REQUIREMENT =>
Write out the data below in full. Keep it exact.

──────

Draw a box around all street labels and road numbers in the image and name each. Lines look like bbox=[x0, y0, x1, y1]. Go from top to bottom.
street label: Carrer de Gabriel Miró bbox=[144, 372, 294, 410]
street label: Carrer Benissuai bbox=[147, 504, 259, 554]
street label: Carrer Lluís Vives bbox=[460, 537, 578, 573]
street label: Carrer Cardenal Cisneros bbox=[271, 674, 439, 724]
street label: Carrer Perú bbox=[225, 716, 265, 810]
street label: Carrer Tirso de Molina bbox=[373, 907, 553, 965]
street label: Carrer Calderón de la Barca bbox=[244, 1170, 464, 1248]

──────

PROBLEM SOLUTION =>
Draw a box around all street labels and road numbers in the image and name each. Lines look like bbox=[x0, y0, x1, y1]. Go from top to bottom.
street label: Carrer de Gabriel Miró bbox=[144, 372, 294, 410]
street label: Carrer Benissuai bbox=[147, 504, 259, 554]
street label: Carrer Lluís Vives bbox=[460, 537, 578, 573]
street label: Carrer Cardenal Cisneros bbox=[271, 674, 439, 724]
street label: Carrer Perú bbox=[225, 716, 265, 810]
street label: Carrer Tirso de Molina bbox=[373, 907, 553, 965]
street label: Carrer Calderón de la Barca bbox=[244, 1170, 464, 1248]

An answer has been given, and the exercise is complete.